Wednesday, July 17, 2013

The Boring Palestinians. By Bret Stephens.

The Boring Palestinians. By Bret Stephens. Wall Street Journal, July 15, 2013.

Stephens:

And yet for all its presumed importance, the Palestinian saga has gotten awfully boring, hasn't it? The grievances that remain unchanged, a cast of characters that never alters, the same schematics, the clichés that were shopworn decades ago. If it were a TV drama, it would be “The X-Files”—in its 46th season. The truth is out there. Still. We get it. We just don't give a damn anymore.
 
Little wonder that when Israeli Prime Minister Benjamin Netanyahu was interviewed over the weekend by CBS’s Bob Schieffer, the topics were Iran, Egypt and Syria, with no mention of Palestinians. Granted, news is a fickle business and what bleeds leads, but the omission was telling all the same. The region is moving tumultuously forward. Israel is dynamic, threatened, divided, innovative, evolving. Egypt careens between revolution and restoration. Lebanon is on the brink, Iran is on the march, Syria is in its agony. America is beating a retreat.
 
Only the Palestinians remain trapped in ideological amber.
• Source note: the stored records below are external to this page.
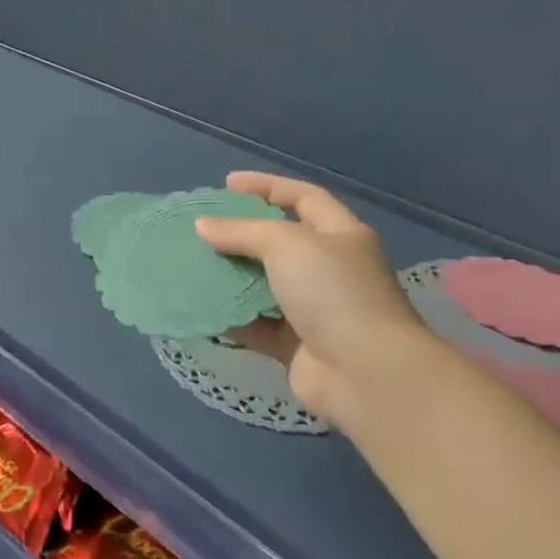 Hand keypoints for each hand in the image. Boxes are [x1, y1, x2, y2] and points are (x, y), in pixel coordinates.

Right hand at [196, 172, 427, 431]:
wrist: (366, 374)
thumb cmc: (333, 292)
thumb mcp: (286, 245)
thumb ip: (241, 231)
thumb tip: (202, 225)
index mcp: (341, 236)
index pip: (304, 197)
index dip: (267, 186)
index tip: (227, 184)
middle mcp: (330, 269)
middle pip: (280, 242)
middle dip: (242, 233)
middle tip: (203, 228)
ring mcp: (314, 309)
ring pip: (264, 285)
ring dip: (232, 276)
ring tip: (193, 264)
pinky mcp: (295, 345)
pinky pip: (256, 325)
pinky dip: (231, 318)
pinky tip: (201, 308)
How long can the world be expected to keep staring at this four-million-year-old mosquito?
 
For the usual stalwarts and diehards, the answer will always be: as long as it takes. Palestinians will say it’s on account of their supposedly unique experience of injustice and oppression. Professional peace processors think it’s because of the supposed centrality of the Palestinian drama to all other Middle Eastern conflicts. The Israeli left and its sympathizers in the West are convinced that Palestine is the key to Israel’s survival as a Jewish and democratic state.
 
All of which is stale bread. Take the most jaundiced view of Israeli behavior toward the Palestinians over the past dozen years: Does it hold a candle to what Bashar Assad does in any given week to his own people in Homs and Aleppo? Take the most exaggerated view of the dearness of Palestine to Egyptians on the streets of Cairo or Turks in the squares of Istanbul: How does their sympathy for Gaza compare with their outrage toward their own governments?
 
As for the view that Israel needs to separate itself from Palestinians for its own good, that’s as true as it is beside the point. The issue for Israel isn’t whether it has a theoretical interest in a Palestinian state. It does.
 
But everything hinges on whether such a state evolves into another Costa Rica—or descends into another Yemen. So far the evidence points toward Yemen. Is it any wonder that, given the choice between a long-term moral threat to their character as a state and a near-term physical threat to their existence as a nation, ordinary Israelis should be more concerned with the latter?